### Problem statement
Print out the data precisely as it appears here, with no pictures.

### Material for the task

◆ ◆ ◆

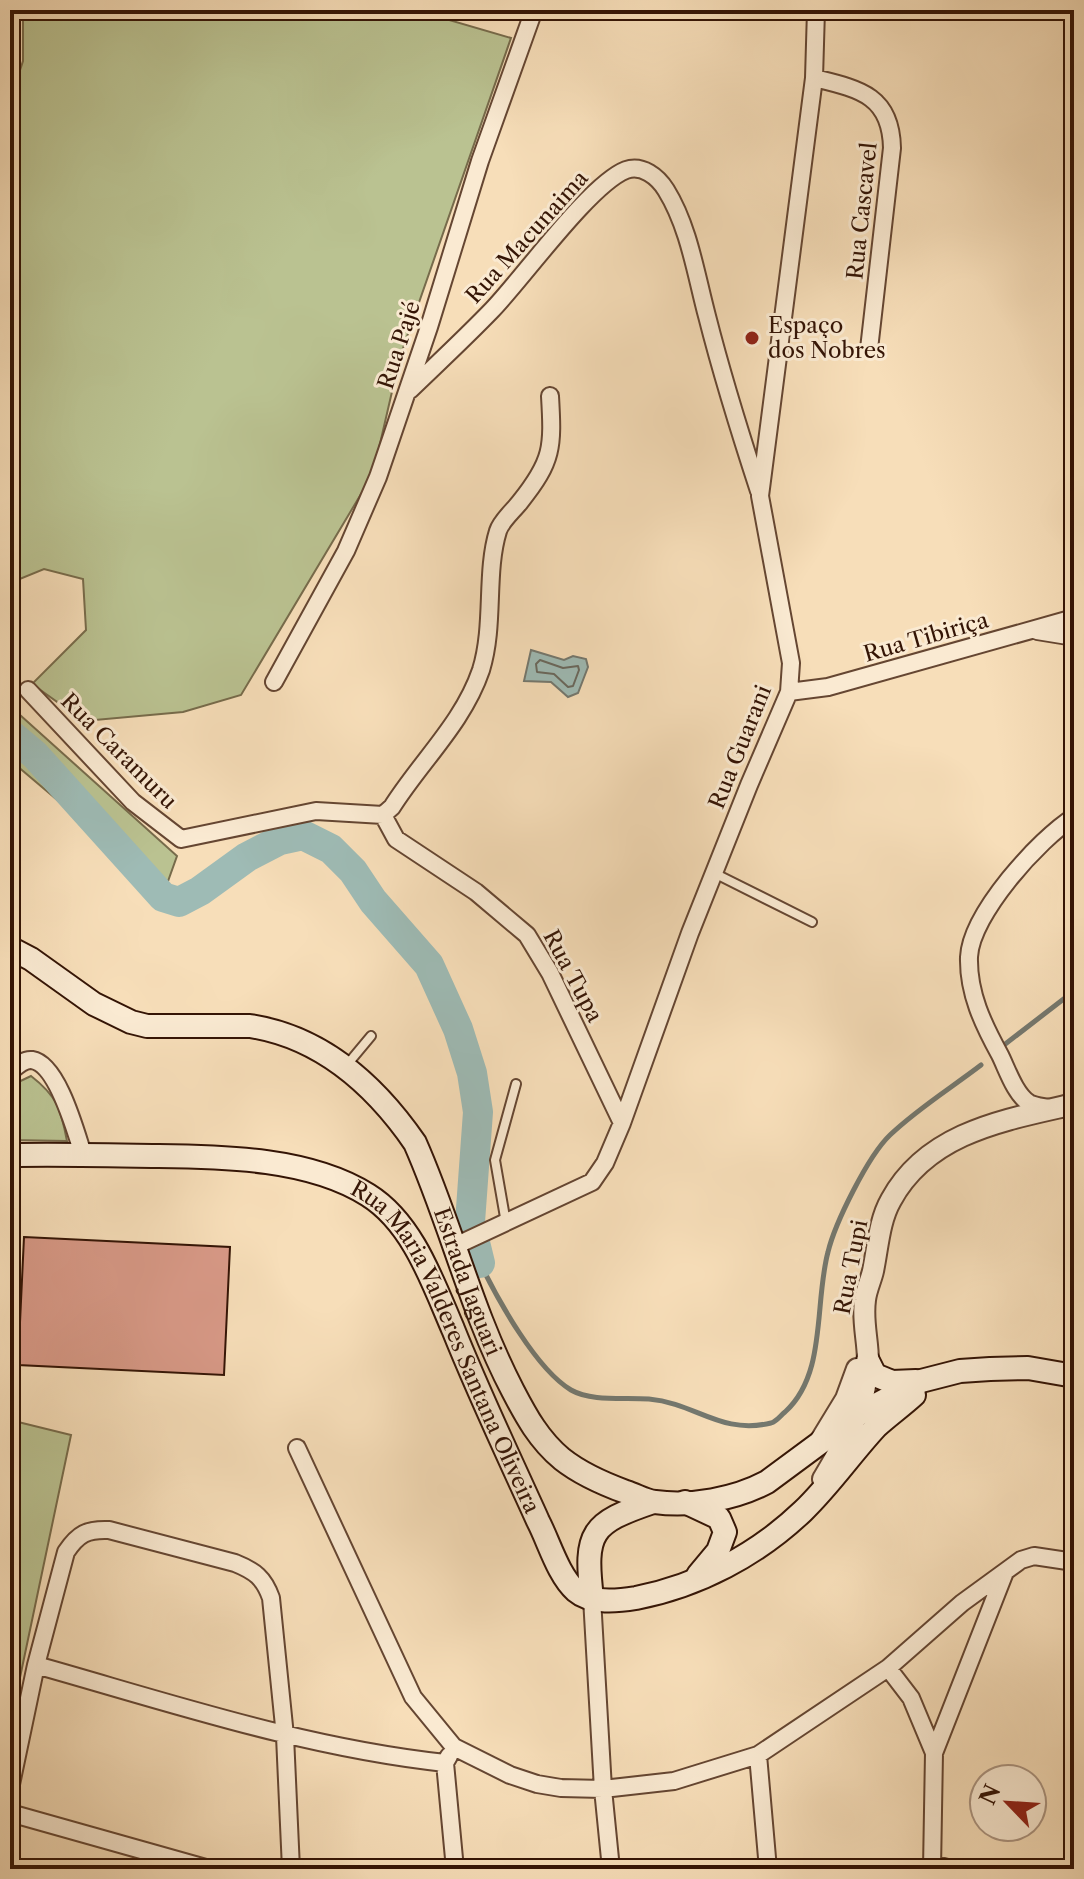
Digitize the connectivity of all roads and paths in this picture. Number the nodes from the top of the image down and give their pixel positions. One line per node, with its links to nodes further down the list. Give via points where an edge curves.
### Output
1 (534, 10): 5 (street, Rua Pajé)
2 (816, 10): 3 (street, Rua Guarani)
3 (814, 78): 4 (street, Rua Cascavel, via 879,104 892,130); 7 (street, Rua Guarani)
4 (869, 349)
5 (406, 394): 7 (street, Rua Macunaima, via 494,309 609,180 628,169 642,170 666,189 686,237); 11 (street, Rua Pajé, via 365,512)
6 (550, 396): 14 (street, via 553,440 548,458 499,528 487,643 473,688 446,735)
7 (760, 496): 13 (street, Rua Guarani, via 791,663)
8 (1074, 618): 9 (street, Rua Tibiriça)
9 (1032, 630): 10 (street); 13 (street, Rua Tibiriça, via 828,687)
10 (1074, 637)
11 (274, 682)
12 (28, 690): 14 (street, Rua Caramuru, via 133,802 181,839 316,811)
13 (789, 692): 16 (street, Rua Guarani)
14 (383, 815): 24 (street, Rua Tupa, via 396,839 476,892 527,935)
15 (1074, 817): 23 (street, via 1021,863 990,906 969,953 979,1016 1018,1088 1029,1103)
16 (714, 873): 17 (lane); 24 (street, Rua Guarani)
17 (812, 922)
18 (10, 948): 20 (main road, Estrada Jaguari, via 131,1022 266,1028 292,1035)
19 (371, 1036): 20 (lane)
20 (345, 1068): 28 (main road, Estrada Jaguari, via 365,1083 415,1143)
21 (10, 1072): 25 (street, via 23,1061 42,1064 55,1081)
22 (516, 1084): 27 (lane, via 495,1160)
23 (1067, 1108): 29 (street, Rua Tupi, via 982,1126 914,1166 890,1201 877,1241)
24 (622, 1123): 27 (street, Rua Guarani, via 592,1182)
25 (83, 1154): 26 (main road, Rua Maria Valderes Santana Oliveira); 31 (main road, Rua Maria Valderes Santana Oliveira, via 234,1158 304,1170 369,1195 391,1214 416,1251)
26 (10, 1155)
27 (506, 1223): 28 (street, Rua Guarani)
28 (459, 1244): 30 (main road, Estrada Jaguari)
29 (864, 1330): 32 (street, Rua Tupi); 36 (street, via 846,1399)
30 (491, 1346): 31 (main road); 38 (main road, Estrada Jaguari, via 544,1442 585,1475)
31 (465, 1358): 44 (main road, Rua Maria Valderes Santana Oliveira, via 569,1583)
32 (868, 1361): 34 (main road, via 875,1375 892,1382); 35 (street, Rua Tupi)
33 (1074, 1376): 34 (main road, via 1028,1368 990,1369)
34 (927, 1380): 35 (main road, Estrada Jaguari); 40 (main road, via 875,1429)
35 (859, 1414): 36 (main road, Estrada Jaguari); 40 (street)
36 (821, 1440): 39 (main road, Estrada Jaguari, via 750,1491)
37 (297, 1448): 48 (street, via 413,1697)
38 (653, 1502): 39 (main road, Estrada Jaguari); 44 (main road, via 621,1513 596,1532 588,1551)
39 (685, 1502): 43 (main road, via 719,1518 725,1532 718,1551)
40 (804, 1510): 43 (main road, via 734,1563)
41 (1074, 1562): 42 (street, via 1029,1556)
42 (1005, 1571): 46 (street); 49 (street)
43 (692, 1582): 44 (main road, via 658,1594)
44 (592, 1598): 53 (street)
45 (36, 1665): 47 (street); 47 (street, via 66,1552 83,1533 109,1530 235,1563 265,1581 271,1598); 52 (street)
46 (888, 1668): 49 (street, via 911,1698); 50 (street)
47 (285, 1736): 51 (street); 57 (street)
48 (454, 1747): 51 (street); 53 (street, via 537,1784)
49 (934, 1753): 55 (street)
50 (758, 1755): 53 (street, via 674,1781); 60 (street)
51 (445, 1763): 58 (street)
52 (10, 1789)
53 (603, 1789): 59 (street)
54 (10, 1813): 56 (street)
55 (932, 1866): 61 (street)
56 (209, 1869)
57 (291, 1869)
58 (455, 1869)
59 (611, 1869)
60 (768, 1869)
61 (951, 1869)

◆ ◆ ◆

### Response
Digitize the connectivity of all roads and paths in this picture. Number the nodes from the top of the image down and give their pixel positions. One line per node, with its links to nodes further down the list. Give via points where an edge curves.
### Output
1 (534, 10): 5 (street, Rua Pajé)
2 (816, 10): 3 (street, Rua Guarani)
3 (814, 78): 4 (street, Rua Cascavel, via 879,104 892,130); 7 (street, Rua Guarani)
4 (869, 349)
5 (406, 394): 7 (street, Rua Macunaima, via 494,309 609,180 628,169 642,170 666,189 686,237); 11 (street, Rua Pajé, via 365,512)
6 (550, 396): 14 (street, via 553,440 548,458 499,528 487,643 473,688 446,735)
7 (760, 496): 13 (street, Rua Guarani, via 791,663)
8 (1074, 618): 9 (street, Rua Tibiriça)
9 (1032, 630): 10 (street); 13 (street, Rua Tibiriça, via 828,687)
10 (1074, 637)
11 (274, 682)
12 (28, 690): 14 (street, Rua Caramuru, via 133,802 181,839 316,811)
13 (789, 692): 16 (street, Rua Guarani)
14 (383, 815): 24 (street, Rua Tupa, via 396,839 476,892 527,935)
15 (1074, 817): 23 (street, via 1021,863 990,906 969,953 979,1016 1018,1088 1029,1103)
16 (714, 873): 17 (lane); 24 (street, Rua Guarani)
17 (812, 922)
18 (10, 948): 20 (main road, Estrada Jaguari, via 131,1022 266,1028 292,1035)
19 (371, 1036): 20 (lane)
20 (345, 1068): 28 (main road, Estrada Jaguari, via 365,1083 415,1143)
21 (10, 1072): 25 (street, via 23,1061 42,1064 55,1081)
22 (516, 1084): 27 (lane, via 495,1160)
23 (1067, 1108): 29 (street, Rua Tupi, via 982,1126 914,1166 890,1201 877,1241)
24 (622, 1123): 27 (street, Rua Guarani, via 592,1182)
25 (83, 1154): 26 (main road, Rua Maria Valderes Santana Oliveira); 31 (main road, Rua Maria Valderes Santana Oliveira, via 234,1158 304,1170 369,1195 391,1214 416,1251)
26 (10, 1155)
27 (506, 1223): 28 (street, Rua Guarani)
28 (459, 1244): 30 (main road, Estrada Jaguari)
29 (864, 1330): 32 (street, Rua Tupi); 36 (street, via 846,1399)
30 (491, 1346): 31 (main road); 38 (main road, Estrada Jaguari, via 544,1442 585,1475)
31 (465, 1358): 44 (main road, Rua Maria Valderes Santana Oliveira, via 569,1583)
32 (868, 1361): 34 (main road, via 875,1375 892,1382); 35 (street, Rua Tupi)
33 (1074, 1376): 34 (main road, via 1028,1368 990,1369)
34 (927, 1380): 35 (main road, Estrada Jaguari); 40 (main road, via 875,1429)
35 (859, 1414): 36 (main road, Estrada Jaguari); 40 (street)
36 (821, 1440): 39 (main road, Estrada Jaguari, via 750,1491)
37 (297, 1448): 48 (street, via 413,1697)
38 (653, 1502): 39 (main road, Estrada Jaguari); 44 (main road, via 621,1513 596,1532 588,1551)
39 (685, 1502): 43 (main road, via 719,1518 725,1532 718,1551)
40 (804, 1510): 43 (main road, via 734,1563)
41 (1074, 1562): 42 (street, via 1029,1556)
42 (1005, 1571): 46 (street); 49 (street)
43 (692, 1582): 44 (main road, via 658,1594)
44 (592, 1598): 53 (street)
45 (36, 1665): 47 (street); 47 (street, via 66,1552 83,1533 109,1530 235,1563 265,1581 271,1598); 52 (street)
46 (888, 1668): 49 (street, via 911,1698); 50 (street)
47 (285, 1736): 51 (street); 57 (street)
48 (454, 1747): 51 (street); 53 (street, via 537,1784)
49 (934, 1753): 55 (street)
50 (758, 1755): 53 (street, via 674,1781); 60 (street)
51 (445, 1763): 58 (street)
52 (10, 1789)
53 (603, 1789): 59 (street)
54 (10, 1813): 56 (street)
55 (932, 1866): 61 (street)
56 (209, 1869)
57 (291, 1869)
58 (455, 1869)
59 (611, 1869)
60 (768, 1869)
61 (951, 1869)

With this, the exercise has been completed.